Please return all records verbatim, no pictures.

◆ Provided information:

- - - - - - -

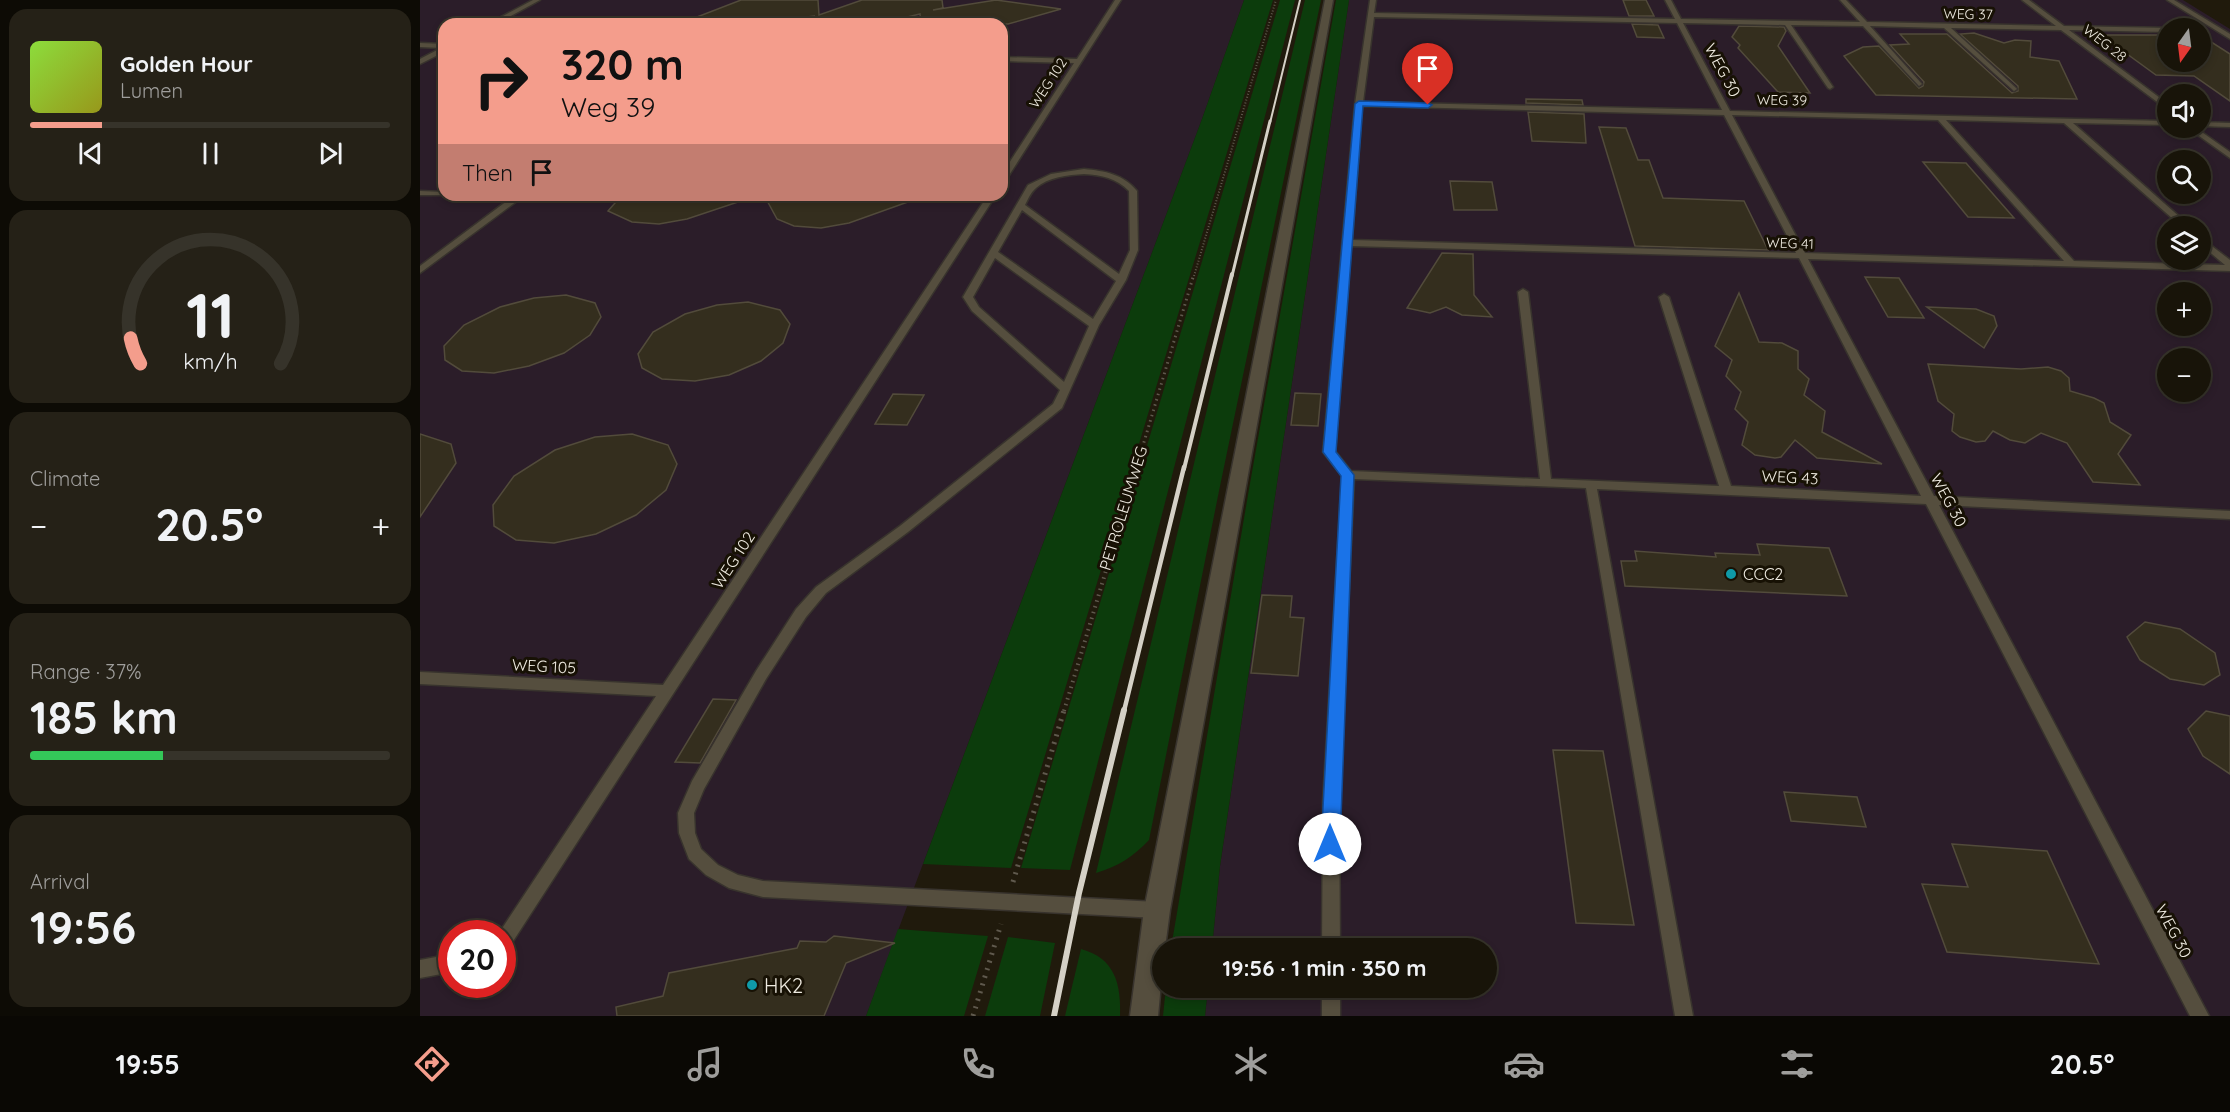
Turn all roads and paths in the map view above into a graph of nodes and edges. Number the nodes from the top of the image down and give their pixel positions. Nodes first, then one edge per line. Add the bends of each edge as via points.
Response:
1 (537, 0) edge
2 (1118, 0) edge
3 (1276, 0) edge
4 (1329, 0) edge
5 (1373, 0) edge
6 (1668, 0) edge
7 (1843, 0) edge
8 (2025, 0) edge
9 (2170, 0) edge
10 (1373, 15) junction
11 (503, 18) edge
12 (1679, 20) junction
13 (1787, 22) junction
14 (1866, 24) junction
15 (1946, 26) junction
16 (2065, 28) junction
17 (2157, 30) edge
18 (2211, 31) edge
19 (2220, 31) junction
20 (2230, 37) edge
21 (420, 45) edge
22 (438, 46) edge
23 (438, 51) edge
24 (1008, 59) edge
25 (1080, 61) junction
26 (420, 62) edge
27 (1919, 84) dead end
28 (1830, 87) dead end
29 (2014, 89) dead end
30 (2157, 99) edge
31 (1359, 104) junction
32 (1727, 113) junction
33 (1940, 118) junction
34 (2066, 121) junction
35 (2157, 123) edge
36 (2211, 124) edge
37 (2230, 125) edge
38 (2206, 138) edge
39 (2230, 156) edge
40 (1008, 171) edge
41 (420, 193) edge
42 (438, 194) edge
43 (513, 201) edge
44 (988, 201) edge
45 (1020, 205) junction
46 (2175, 216) edge
47 (1349, 243) junction
48 (2211, 249) edge
49 (993, 253) junction
50 (1803, 257) junction
51 (2072, 264) junction
52 (2230, 266) edge
53 (420, 270) edge
54 (1120, 280) junction
55 (1523, 292) dead end
56 (1664, 297) dead end
57 (1094, 325) junction
58 (1066, 389) junction
59 (1348, 475) junction
60 (1546, 484) junction
61 (1591, 486) junction
62 (1726, 490) junction
63 (1931, 502) junction
64 (2230, 515) edge
65 (420, 678) edge
66 (667, 691) junction
67 (1007, 903) junction
68 (1157, 910) junction
69 (516, 922) edge
70 (1330, 938) edge
71 (438, 966) edge
72 (420, 969) edge
73 (1330, 998) edge
74 (973, 1016) edge
75 (1144, 1016) edge
76 (1330, 1016) edge
77 (1684, 1016) edge
78 (2200, 1016) edge

1 - 11 lane
2 - 25 lane, WEG 102
3 - 67 path, PETROLEUMWEG
4 - 68 street
5 - 10 lane
6 - 12 lane, WEG 30
7 - 14 lane
8 - 16 lane, WEG 28
9 - 19 lane
10 - 12 lane, WEG 37
10 - 31 lane
12 - 13 lane, WEG 37
12 - 32 lane, WEG 30
13 - 14 lane, WEG 37
13 - 28 lane
14 - 15 lane, WEG 37
14 - 27 lane
15 - 16 lane, WEG 37
15 - 29 lane
16 - 17 lane, WEG 37
16 - 30 lane, WEG 28
18 - 19 lane
19 - 20 lane
21 - 22 lane
23 - 26 lane
24 - 25 lane
25 - 40 lane, WEG 102
31 - 32 lane, WEG 39
31 - 47 lane
32 - 33 lane, WEG 39
32 - 50 lane, WEG 30
33 - 34 lane, WEG 39
33 - 51 lane
34 - 35 lane, WEG 39
34 - 46 lane
36 - 37 lane
38 - 39 lane
41 - 42 lane
43 - 53 lane
44 - 66 lane, WEG 102
45 - 49 lane
45 - 54 lane
45 - 54 lane via 1039,181 1062,174 1109,174 1130,184 1135,198 1134,250
47 - 50 lane, WEG 41
47 - 59 lane via 1329,452
48 - 52 lane
49 - 57 lane
49 - 58 lane via 971,290 969,302
50 - 51 lane, WEG 41
50 - 63 lane, WEG 30
51 - 52 lane, WEG 41
54 - 57 lane
55 - 60 lane
56 - 62 lane
57 - 58 lane
58 - 67 lane via 1058,406 1044,420 820,590 761,675 697,786 686,813 687,833 695,854 712,870 735,882 795,892
59 - 60 lane, WEG 43
59 - 70 lane via 1331,802
60 - 61 lane, WEG 43
61 - 62 lane, WEG 43
61 - 77 lane
62 - 63 lane, WEG 43
63 - 64 lane, WEG 43
63 - 78 lane, WEG 30
65 - 66 lane, WEG 105
66 - 69 lane, WEG 102
67 - 68 lane
67 - 74 path, PETROLEUMWEG
68 - 75 street
71 - 72 lane
73 - 76 lane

- - - - - - -

◆ Response below:
Turn all roads and paths in the map view above into a graph of nodes and edges. Number the nodes from the top of the image down and give their pixel positions. Nodes first, then one edge per line. Add the bends of each edge as via points.
Response:
1 (537, 0) edge
2 (1118, 0) edge
3 (1276, 0) edge
4 (1329, 0) edge
5 (1373, 0) edge
6 (1668, 0) edge
7 (1843, 0) edge
8 (2025, 0) edge
9 (2170, 0) edge
10 (1373, 15) junction
11 (503, 18) edge
12 (1679, 20) junction
13 (1787, 22) junction
14 (1866, 24) junction
15 (1946, 26) junction
16 (2065, 28) junction
17 (2157, 30) edge
18 (2211, 31) edge
19 (2220, 31) junction
20 (2230, 37) edge
21 (420, 45) edge
22 (438, 46) edge
23 (438, 51) edge
24 (1008, 59) edge
25 (1080, 61) junction
26 (420, 62) edge
27 (1919, 84) dead end
28 (1830, 87) dead end
29 (2014, 89) dead end
30 (2157, 99) edge
31 (1359, 104) junction
32 (1727, 113) junction
33 (1940, 118) junction
34 (2066, 121) junction
35 (2157, 123) edge
36 (2211, 124) edge
37 (2230, 125) edge
38 (2206, 138) edge
39 (2230, 156) edge
40 (1008, 171) edge
41 (420, 193) edge
42 (438, 194) edge
43 (513, 201) edge
44 (988, 201) edge
45 (1020, 205) junction
46 (2175, 216) edge
47 (1349, 243) junction
48 (2211, 249) edge
49 (993, 253) junction
50 (1803, 257) junction
51 (2072, 264) junction
52 (2230, 266) edge
53 (420, 270) edge
54 (1120, 280) junction
55 (1523, 292) dead end
56 (1664, 297) dead end
57 (1094, 325) junction
58 (1066, 389) junction
59 (1348, 475) junction
60 (1546, 484) junction
61 (1591, 486) junction
62 (1726, 490) junction
63 (1931, 502) junction
64 (2230, 515) edge
65 (420, 678) edge
66 (667, 691) junction
67 (1007, 903) junction
68 (1157, 910) junction
69 (516, 922) edge
70 (1330, 938) edge
71 (438, 966) edge
72 (420, 969) edge
73 (1330, 998) edge
74 (973, 1016) edge
75 (1144, 1016) edge
76 (1330, 1016) edge
77 (1684, 1016) edge
78 (2200, 1016) edge

1 - 11 lane
2 - 25 lane, WEG 102
3 - 67 path, PETROLEUMWEG
4 - 68 street
5 - 10 lane
6 - 12 lane, WEG 30
7 - 14 lane
8 - 16 lane, WEG 28
9 - 19 lane
10 - 12 lane, WEG 37
10 - 31 lane
12 - 13 lane, WEG 37
12 - 32 lane, WEG 30
13 - 14 lane, WEG 37
13 - 28 lane
14 - 15 lane, WEG 37
14 - 27 lane
15 - 16 lane, WEG 37
15 - 29 lane
16 - 17 lane, WEG 37
16 - 30 lane, WEG 28
18 - 19 lane
19 - 20 lane
21 - 22 lane
23 - 26 lane
24 - 25 lane
25 - 40 lane, WEG 102
31 - 32 lane, WEG 39
31 - 47 lane
32 - 33 lane, WEG 39
32 - 50 lane, WEG 30
33 - 34 lane, WEG 39
33 - 51 lane
34 - 35 lane, WEG 39
34 - 46 lane
36 - 37 lane
38 - 39 lane
41 - 42 lane
43 - 53 lane
44 - 66 lane, WEG 102
45 - 49 lane
45 - 54 lane
45 - 54 lane via 1039,181 1062,174 1109,174 1130,184 1135,198 1134,250
47 - 50 lane, WEG 41
47 - 59 lane via 1329,452
48 - 52 lane
49 - 57 lane
49 - 58 lane via 971,290 969,302
50 - 51 lane, WEG 41
50 - 63 lane, WEG 30
51 - 52 lane, WEG 41
54 - 57 lane
55 - 60 lane
56 - 62 lane
57 - 58 lane
58 - 67 lane via 1058,406 1044,420 820,590 761,675 697,786 686,813 687,833 695,854 712,870 735,882 795,892
59 - 60 lane, WEG 43
59 - 70 lane via 1331,802
60 - 61 lane, WEG 43
61 - 62 lane, WEG 43
61 - 77 lane
62 - 63 lane, WEG 43
63 - 64 lane, WEG 43
63 - 78 lane, WEG 30
65 - 66 lane, WEG 105
66 - 69 lane, WEG 102
67 - 68 lane
67 - 74 path, PETROLEUMWEG
68 - 75 street
71 - 72 lane
73 - 76 lane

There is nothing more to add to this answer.